Inspetores vão precisar de muito tempo
19/02/2003
- Opinión
Na mais espetacular mobilização popular pela paz, desde o fim da
segunda guerra mundial, dezenas de milhões de pessoas encheram as
ruas de mais de cem países. Tony Blair levou um susto ante o seu
milhão de manifestantes londrinos que jogaram no lixo a sua
tradicional fleugma britânica e desabaram com a aprovação ao seu
governo. Berlusconi viu pela TV três milhões de alegres italianos
berrarem um "não" redondo ao seu apoio à guerra. Visitado por Koffi
Anam, apareceu diante das câmaras de TV com cara de menino
surpreendido em travessura, gaguejando um discurso envergonhado de
revisão de posições. Bush rasgou as tais emendas constitucionais que
regem a sua orgulhosa democracia. O povo nas ruas foi impedido de se
deslocar por barreiras policiais, alegando-se o risco de novos
atentados previstos pela CIA. Inédita privação de direitos civis no
país.
O impacto dessas manifestações foi tremendo. Pela primeira vez,
surge assim a esperança de que a guerra de rapina do petróleo
iraquiano, com seu milhão de mortes previsíveis, pode ser evitada. O
15 de fevereiro se tornaria um novo marco histórico: o dia em que o
povo nas ruas do mundo mudou o rumo da história em favor da vida.

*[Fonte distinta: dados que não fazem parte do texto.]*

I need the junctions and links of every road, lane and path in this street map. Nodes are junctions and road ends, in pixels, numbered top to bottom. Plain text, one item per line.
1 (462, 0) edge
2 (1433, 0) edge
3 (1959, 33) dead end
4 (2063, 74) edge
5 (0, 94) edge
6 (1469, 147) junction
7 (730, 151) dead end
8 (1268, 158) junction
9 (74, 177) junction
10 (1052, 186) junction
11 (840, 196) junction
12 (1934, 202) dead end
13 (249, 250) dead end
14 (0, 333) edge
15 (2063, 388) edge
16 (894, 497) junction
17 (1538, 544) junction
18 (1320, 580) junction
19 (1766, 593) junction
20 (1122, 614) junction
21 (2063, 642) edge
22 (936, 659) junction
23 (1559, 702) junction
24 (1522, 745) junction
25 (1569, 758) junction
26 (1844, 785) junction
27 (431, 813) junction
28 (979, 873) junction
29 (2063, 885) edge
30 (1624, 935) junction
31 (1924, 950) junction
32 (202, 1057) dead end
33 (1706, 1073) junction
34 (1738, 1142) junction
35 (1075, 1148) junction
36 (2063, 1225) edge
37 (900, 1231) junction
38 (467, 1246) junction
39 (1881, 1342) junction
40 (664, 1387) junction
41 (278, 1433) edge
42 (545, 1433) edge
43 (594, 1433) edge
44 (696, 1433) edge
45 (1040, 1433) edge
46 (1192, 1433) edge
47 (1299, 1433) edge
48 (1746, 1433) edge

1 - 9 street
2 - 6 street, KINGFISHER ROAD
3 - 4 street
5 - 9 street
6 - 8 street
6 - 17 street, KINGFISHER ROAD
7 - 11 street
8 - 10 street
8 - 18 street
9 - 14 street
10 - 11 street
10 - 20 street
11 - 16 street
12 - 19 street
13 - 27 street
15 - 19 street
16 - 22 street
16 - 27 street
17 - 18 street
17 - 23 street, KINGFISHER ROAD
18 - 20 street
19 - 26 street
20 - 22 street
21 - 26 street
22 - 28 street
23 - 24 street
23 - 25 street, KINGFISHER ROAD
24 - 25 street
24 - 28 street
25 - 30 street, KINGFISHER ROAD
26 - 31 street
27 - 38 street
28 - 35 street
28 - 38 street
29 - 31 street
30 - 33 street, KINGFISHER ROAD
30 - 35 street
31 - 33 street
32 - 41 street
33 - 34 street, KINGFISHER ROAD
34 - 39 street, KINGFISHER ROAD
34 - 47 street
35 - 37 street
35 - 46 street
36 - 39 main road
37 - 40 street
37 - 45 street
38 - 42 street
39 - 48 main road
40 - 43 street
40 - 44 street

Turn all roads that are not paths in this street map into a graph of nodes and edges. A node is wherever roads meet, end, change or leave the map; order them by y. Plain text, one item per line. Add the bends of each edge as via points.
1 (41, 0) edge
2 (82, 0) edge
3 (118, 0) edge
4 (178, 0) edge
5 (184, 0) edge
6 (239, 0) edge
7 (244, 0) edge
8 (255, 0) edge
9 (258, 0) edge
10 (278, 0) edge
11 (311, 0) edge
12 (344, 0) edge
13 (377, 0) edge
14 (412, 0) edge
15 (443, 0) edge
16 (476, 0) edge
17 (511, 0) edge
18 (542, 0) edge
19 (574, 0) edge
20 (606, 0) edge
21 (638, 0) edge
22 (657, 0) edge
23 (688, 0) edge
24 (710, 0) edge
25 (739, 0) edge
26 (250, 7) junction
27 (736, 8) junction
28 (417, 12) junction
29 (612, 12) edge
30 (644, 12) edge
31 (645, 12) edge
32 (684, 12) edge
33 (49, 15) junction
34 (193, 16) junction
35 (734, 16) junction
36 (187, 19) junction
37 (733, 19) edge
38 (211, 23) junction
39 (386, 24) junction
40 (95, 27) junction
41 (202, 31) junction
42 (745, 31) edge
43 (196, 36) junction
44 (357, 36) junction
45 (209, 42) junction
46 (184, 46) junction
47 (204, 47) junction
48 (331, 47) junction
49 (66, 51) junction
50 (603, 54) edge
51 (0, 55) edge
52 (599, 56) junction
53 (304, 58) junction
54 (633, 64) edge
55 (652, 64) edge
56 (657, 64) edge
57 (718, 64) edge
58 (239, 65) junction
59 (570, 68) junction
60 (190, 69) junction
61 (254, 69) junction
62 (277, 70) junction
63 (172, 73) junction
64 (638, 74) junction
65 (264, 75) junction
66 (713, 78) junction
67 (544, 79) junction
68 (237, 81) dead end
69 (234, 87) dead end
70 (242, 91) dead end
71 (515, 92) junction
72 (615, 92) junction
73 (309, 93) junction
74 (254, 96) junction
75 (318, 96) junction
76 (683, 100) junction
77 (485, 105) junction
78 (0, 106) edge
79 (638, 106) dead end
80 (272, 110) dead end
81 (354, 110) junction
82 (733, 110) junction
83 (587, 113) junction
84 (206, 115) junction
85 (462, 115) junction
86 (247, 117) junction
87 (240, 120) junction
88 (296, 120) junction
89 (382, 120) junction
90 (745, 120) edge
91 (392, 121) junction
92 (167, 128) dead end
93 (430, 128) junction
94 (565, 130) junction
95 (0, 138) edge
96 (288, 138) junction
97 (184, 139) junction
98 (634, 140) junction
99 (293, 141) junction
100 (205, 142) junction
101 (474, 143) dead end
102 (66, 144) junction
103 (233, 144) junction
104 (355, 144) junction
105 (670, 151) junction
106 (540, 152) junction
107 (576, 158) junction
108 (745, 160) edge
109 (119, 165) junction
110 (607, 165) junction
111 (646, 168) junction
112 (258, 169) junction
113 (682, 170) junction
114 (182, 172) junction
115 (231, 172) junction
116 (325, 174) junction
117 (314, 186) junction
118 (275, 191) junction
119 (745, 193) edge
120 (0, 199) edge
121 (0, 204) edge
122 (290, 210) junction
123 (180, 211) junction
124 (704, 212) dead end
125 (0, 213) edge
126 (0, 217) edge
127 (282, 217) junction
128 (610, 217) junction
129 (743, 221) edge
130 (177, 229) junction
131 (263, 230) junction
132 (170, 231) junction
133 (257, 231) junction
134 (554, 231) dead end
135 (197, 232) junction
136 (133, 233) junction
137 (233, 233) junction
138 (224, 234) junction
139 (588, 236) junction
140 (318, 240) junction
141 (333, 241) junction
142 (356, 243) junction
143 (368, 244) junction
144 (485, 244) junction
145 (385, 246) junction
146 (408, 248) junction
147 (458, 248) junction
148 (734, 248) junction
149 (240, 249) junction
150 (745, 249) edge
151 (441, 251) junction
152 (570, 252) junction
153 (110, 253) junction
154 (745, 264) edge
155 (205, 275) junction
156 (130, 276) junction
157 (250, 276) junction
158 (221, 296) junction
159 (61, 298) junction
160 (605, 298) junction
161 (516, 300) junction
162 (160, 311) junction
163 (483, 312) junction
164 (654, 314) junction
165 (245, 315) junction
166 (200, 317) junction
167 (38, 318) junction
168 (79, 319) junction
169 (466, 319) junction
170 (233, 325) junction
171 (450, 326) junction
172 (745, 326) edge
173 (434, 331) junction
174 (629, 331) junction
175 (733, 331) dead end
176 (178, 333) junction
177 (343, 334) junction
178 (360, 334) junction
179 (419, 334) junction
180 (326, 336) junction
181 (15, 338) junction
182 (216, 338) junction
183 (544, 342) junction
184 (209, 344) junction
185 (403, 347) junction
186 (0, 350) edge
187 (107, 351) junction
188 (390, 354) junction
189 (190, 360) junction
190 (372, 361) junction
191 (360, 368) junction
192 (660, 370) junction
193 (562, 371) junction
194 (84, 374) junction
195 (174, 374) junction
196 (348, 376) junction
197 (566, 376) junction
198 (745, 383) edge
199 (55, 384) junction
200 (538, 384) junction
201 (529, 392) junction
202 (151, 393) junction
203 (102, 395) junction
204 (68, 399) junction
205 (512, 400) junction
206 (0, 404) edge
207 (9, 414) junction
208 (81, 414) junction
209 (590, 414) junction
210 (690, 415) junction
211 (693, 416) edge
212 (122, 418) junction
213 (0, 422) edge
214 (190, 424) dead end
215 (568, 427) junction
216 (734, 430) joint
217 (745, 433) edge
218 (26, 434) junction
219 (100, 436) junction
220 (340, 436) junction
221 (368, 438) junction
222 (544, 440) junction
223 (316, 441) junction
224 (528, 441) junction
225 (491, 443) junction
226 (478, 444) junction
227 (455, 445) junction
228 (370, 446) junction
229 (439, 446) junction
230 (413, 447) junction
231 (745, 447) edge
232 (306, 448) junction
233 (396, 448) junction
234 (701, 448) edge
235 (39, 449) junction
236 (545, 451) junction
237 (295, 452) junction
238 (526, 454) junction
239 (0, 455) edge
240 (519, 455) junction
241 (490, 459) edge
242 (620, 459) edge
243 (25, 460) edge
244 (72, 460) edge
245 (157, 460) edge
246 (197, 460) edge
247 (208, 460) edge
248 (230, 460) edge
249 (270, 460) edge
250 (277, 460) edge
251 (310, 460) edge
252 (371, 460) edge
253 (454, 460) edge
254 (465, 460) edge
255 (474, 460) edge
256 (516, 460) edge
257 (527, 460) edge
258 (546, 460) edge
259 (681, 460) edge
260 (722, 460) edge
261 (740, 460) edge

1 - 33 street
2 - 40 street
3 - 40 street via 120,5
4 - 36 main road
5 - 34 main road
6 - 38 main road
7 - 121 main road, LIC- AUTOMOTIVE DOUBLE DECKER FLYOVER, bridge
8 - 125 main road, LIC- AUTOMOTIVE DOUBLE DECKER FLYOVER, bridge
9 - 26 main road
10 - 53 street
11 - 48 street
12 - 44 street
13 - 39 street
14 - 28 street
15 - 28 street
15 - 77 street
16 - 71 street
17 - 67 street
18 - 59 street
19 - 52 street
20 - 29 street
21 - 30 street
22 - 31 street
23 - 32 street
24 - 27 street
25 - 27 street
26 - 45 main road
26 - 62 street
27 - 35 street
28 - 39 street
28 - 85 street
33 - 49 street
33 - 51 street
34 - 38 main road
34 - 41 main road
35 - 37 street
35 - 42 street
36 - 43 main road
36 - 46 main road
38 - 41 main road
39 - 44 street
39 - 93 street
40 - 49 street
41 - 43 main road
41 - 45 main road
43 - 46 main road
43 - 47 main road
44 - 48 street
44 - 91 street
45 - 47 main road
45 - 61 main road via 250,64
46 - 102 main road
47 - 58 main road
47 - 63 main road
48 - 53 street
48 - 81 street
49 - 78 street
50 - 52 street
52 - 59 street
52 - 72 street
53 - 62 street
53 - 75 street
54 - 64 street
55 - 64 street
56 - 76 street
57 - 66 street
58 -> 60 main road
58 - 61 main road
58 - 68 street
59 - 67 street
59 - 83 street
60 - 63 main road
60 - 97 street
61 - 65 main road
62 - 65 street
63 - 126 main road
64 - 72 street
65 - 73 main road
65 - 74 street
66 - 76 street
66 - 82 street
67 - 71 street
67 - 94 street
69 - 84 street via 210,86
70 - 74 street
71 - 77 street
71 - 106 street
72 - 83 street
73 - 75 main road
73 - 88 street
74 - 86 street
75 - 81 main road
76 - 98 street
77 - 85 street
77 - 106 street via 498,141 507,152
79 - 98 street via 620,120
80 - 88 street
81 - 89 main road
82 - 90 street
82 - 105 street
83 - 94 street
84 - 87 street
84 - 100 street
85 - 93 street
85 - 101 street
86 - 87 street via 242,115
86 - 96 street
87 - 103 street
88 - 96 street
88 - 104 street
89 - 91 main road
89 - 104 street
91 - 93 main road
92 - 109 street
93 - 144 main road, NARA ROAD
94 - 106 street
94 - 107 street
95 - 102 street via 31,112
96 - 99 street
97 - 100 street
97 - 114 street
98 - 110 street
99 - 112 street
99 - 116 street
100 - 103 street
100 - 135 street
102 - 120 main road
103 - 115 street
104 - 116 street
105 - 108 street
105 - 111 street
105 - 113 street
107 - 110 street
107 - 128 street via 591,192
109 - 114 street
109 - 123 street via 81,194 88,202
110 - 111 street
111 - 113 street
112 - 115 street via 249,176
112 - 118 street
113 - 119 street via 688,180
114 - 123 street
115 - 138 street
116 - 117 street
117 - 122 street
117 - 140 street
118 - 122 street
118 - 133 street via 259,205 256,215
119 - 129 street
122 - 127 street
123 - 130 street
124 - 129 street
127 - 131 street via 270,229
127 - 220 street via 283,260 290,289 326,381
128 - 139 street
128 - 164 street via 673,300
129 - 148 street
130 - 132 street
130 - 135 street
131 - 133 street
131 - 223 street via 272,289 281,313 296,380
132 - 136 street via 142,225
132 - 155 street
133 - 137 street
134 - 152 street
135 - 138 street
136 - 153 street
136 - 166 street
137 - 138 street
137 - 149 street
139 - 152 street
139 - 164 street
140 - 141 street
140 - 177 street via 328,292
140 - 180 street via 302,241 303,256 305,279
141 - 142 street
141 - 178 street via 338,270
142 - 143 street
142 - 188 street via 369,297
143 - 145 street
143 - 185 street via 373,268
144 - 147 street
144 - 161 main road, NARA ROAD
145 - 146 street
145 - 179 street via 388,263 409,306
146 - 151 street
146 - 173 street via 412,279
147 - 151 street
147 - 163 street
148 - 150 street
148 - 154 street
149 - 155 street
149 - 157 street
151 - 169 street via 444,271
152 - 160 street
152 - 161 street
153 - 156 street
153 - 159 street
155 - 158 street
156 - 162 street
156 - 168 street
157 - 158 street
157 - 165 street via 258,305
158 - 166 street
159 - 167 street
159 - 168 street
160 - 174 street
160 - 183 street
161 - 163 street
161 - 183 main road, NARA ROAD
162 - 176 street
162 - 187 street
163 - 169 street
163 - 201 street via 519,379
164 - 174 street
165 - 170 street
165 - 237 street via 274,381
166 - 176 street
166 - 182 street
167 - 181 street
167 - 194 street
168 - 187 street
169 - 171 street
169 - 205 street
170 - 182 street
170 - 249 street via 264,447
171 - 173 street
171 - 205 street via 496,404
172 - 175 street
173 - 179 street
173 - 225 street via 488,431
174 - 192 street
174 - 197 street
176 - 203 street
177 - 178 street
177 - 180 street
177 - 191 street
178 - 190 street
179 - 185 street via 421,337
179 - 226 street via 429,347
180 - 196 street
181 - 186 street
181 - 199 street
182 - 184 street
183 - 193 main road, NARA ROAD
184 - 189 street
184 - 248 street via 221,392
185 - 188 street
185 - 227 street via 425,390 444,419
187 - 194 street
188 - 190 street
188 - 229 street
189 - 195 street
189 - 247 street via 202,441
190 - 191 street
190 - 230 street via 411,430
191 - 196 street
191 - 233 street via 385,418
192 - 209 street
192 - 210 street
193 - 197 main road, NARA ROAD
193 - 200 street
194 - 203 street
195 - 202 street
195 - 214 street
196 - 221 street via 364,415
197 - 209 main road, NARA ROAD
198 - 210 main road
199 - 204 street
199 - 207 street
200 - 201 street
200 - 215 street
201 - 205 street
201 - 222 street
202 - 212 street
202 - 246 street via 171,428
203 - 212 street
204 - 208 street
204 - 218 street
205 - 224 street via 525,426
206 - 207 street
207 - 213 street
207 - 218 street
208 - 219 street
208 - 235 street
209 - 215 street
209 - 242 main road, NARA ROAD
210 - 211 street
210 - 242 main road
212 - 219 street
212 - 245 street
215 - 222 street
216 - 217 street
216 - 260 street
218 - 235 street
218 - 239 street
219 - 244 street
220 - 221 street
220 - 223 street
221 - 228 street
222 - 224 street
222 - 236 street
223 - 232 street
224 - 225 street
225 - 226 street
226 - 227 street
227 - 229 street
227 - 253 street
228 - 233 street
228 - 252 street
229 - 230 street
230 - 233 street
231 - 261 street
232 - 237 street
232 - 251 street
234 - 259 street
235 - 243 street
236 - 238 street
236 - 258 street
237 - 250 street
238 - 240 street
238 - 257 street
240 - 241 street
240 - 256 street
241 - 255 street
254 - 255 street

Agora, vamos ao desarmamento! Para começar: onde estão mesmo as armas
mais terríveis? Sabemos! Formem-se então novos exércitos de
inspetores. Precisarão de muito mais tempo. Os arsenais são
secretos, subterrâneos, espalhados pelo enorme território. O
complexo industrial bélico é poderoso e de difícil acesso. O governo
não estará disposto a cooperar com os inspetores. Conhecemos o mau
gênio e arrogância do seu chefe maior. Está provado que o país tem
milhares de ogivas nucleares e mísseis para levá-las a qualquer parte
do planeta e do sistema solar. Essas armas atômicas são capazes de
destruir inteiramente, em poucas horas, qualquer país inimigo.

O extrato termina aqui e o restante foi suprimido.